Copy nothing but the lines below, from the one with "pinky mcp: (181, 154)" through the one with "index mcp: (105, 97)", exactly as written; no pictures should appear.

+++ Task data +++

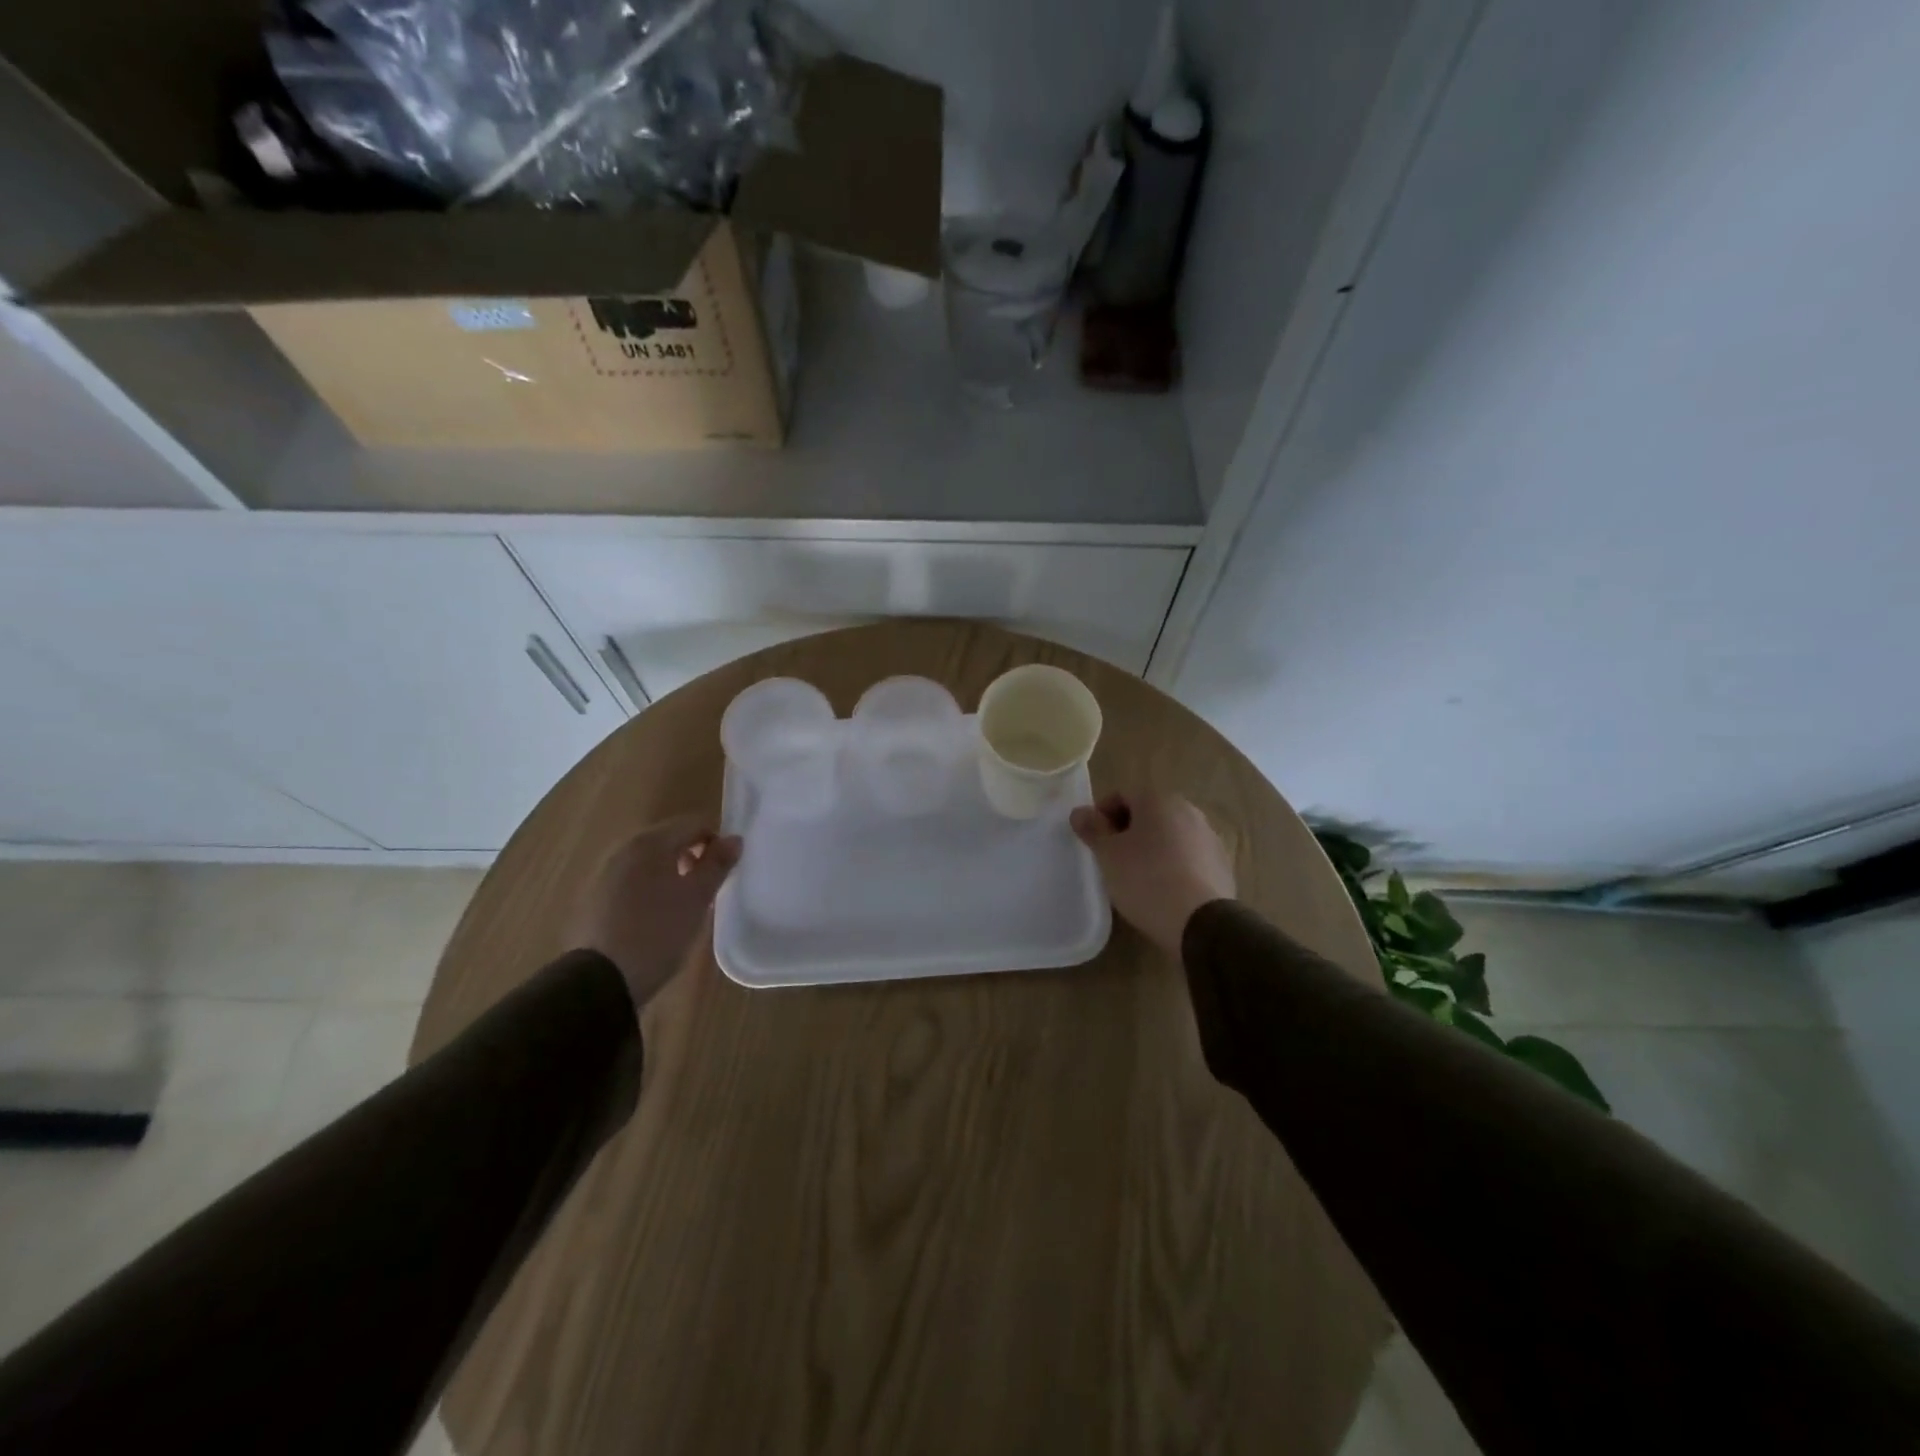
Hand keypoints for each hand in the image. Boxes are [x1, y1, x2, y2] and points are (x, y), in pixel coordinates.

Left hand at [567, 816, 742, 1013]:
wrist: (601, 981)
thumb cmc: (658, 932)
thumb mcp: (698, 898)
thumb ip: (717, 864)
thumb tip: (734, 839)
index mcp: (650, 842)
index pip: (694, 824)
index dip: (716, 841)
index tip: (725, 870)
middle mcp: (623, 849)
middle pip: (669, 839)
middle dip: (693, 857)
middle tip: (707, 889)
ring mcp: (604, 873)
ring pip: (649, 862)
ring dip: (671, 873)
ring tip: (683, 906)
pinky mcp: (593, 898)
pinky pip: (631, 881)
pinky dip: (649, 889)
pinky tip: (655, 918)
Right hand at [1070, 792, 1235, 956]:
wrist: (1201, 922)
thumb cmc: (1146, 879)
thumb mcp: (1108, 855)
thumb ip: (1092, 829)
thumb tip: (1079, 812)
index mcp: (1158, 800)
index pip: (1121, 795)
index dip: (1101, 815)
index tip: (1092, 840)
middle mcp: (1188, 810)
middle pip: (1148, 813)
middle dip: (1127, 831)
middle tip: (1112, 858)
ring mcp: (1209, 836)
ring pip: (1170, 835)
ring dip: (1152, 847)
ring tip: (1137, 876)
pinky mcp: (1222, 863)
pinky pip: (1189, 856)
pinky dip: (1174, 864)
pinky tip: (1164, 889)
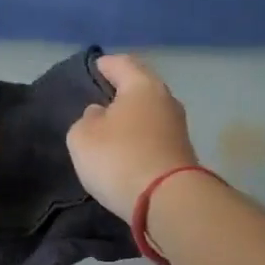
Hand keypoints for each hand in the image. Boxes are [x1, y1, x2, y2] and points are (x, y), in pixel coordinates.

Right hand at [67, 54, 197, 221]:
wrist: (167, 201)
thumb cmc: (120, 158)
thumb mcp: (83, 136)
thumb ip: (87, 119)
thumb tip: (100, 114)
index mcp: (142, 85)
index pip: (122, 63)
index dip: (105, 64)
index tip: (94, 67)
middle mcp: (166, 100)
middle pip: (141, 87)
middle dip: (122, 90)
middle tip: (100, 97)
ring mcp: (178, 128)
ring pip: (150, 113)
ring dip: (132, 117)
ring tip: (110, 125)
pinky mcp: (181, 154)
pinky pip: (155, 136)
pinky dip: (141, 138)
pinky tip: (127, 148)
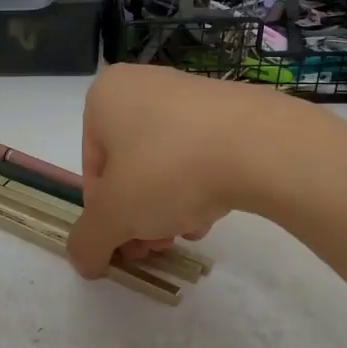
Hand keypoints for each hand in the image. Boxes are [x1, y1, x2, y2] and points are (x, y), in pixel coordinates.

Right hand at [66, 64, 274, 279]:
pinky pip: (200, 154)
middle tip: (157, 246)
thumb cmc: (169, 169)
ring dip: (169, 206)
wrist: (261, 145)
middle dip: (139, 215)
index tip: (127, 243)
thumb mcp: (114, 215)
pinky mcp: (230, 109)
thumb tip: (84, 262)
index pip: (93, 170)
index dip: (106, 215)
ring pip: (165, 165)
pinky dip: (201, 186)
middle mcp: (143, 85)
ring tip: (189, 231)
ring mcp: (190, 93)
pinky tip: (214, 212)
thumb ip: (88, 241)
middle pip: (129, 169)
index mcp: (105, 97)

+++
+++ Task data +++

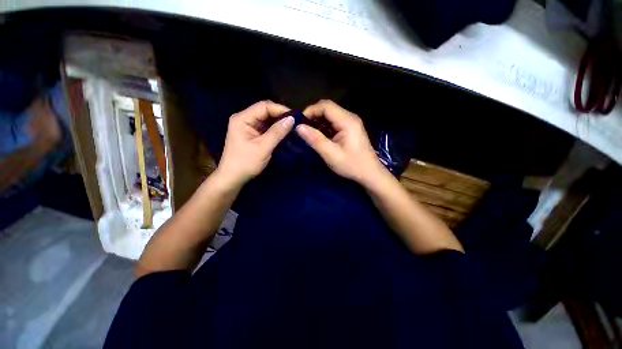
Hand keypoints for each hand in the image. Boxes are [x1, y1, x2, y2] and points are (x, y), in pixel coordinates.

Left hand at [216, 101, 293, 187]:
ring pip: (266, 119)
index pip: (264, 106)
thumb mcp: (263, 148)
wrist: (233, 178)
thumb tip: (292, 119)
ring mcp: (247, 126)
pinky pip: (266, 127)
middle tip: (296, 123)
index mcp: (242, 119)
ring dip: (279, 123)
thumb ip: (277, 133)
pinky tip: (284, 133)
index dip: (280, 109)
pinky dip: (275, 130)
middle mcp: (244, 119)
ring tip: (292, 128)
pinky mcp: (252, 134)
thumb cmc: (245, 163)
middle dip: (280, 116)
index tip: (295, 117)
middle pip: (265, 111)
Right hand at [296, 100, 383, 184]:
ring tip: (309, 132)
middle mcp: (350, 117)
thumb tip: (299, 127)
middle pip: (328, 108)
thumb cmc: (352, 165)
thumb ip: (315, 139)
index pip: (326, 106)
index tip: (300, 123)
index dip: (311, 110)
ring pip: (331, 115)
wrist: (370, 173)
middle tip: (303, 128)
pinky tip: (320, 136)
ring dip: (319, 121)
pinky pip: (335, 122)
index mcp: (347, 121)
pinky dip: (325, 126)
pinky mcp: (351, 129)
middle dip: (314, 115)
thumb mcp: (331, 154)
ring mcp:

+++
+++ Task data +++

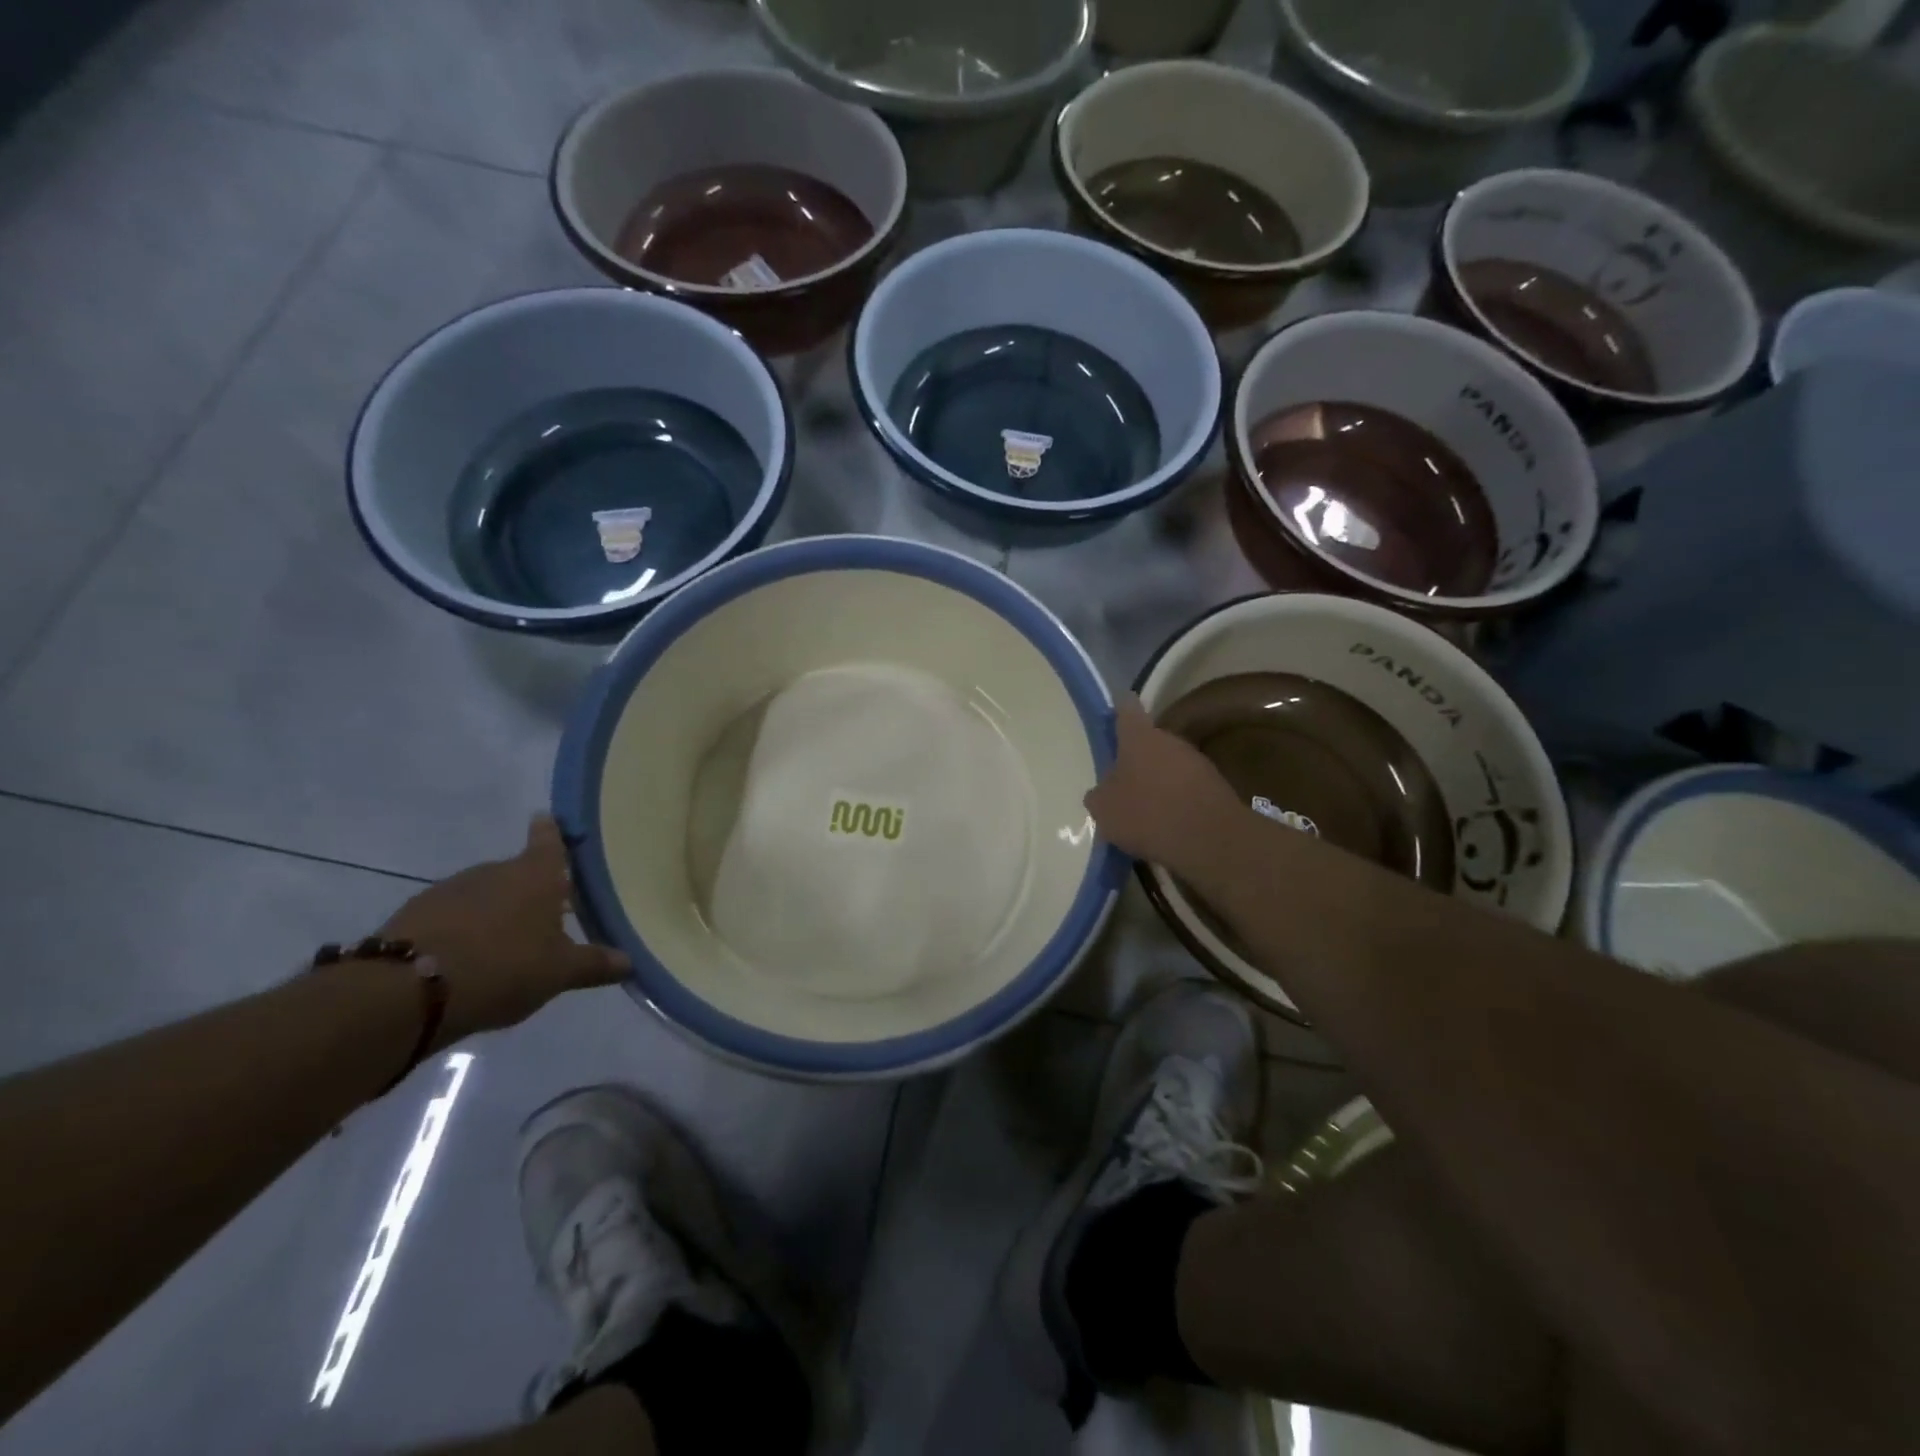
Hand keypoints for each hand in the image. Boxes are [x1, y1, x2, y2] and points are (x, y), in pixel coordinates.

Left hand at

+++

Exercise solution »
pinky mcp: (181, 154)
pinky pip: (155, 136)
pinky dip: (141, 138)
pinky tip: (127, 148)
Hand keypoints for each hand in the image. Boxes are [x1, y1, x2, y2] and points are (x, y), in pixel coordinates.

Right hand at [66, 64, 274, 279]:
pinky pip: (200, 154)
middle tip: (157, 246)
thumb cmc: (169, 169)
ring dip: (169, 206)
wrist: (261, 145)
middle dip: (139, 215)
index tip: (127, 243)
thumb mcp: (114, 215)
pinky mcp: (230, 109)
thumb tip: (84, 262)
index pip: (93, 170)
index dip: (106, 215)
ring pip: (165, 165)
pinky dip: (201, 186)
middle mcp: (143, 85)
ring tip: (189, 231)
ring mcp: (190, 93)
pinky tip: (214, 212)
thumb ip: (88, 241)
middle pip: (129, 169)
index mcp: (105, 97)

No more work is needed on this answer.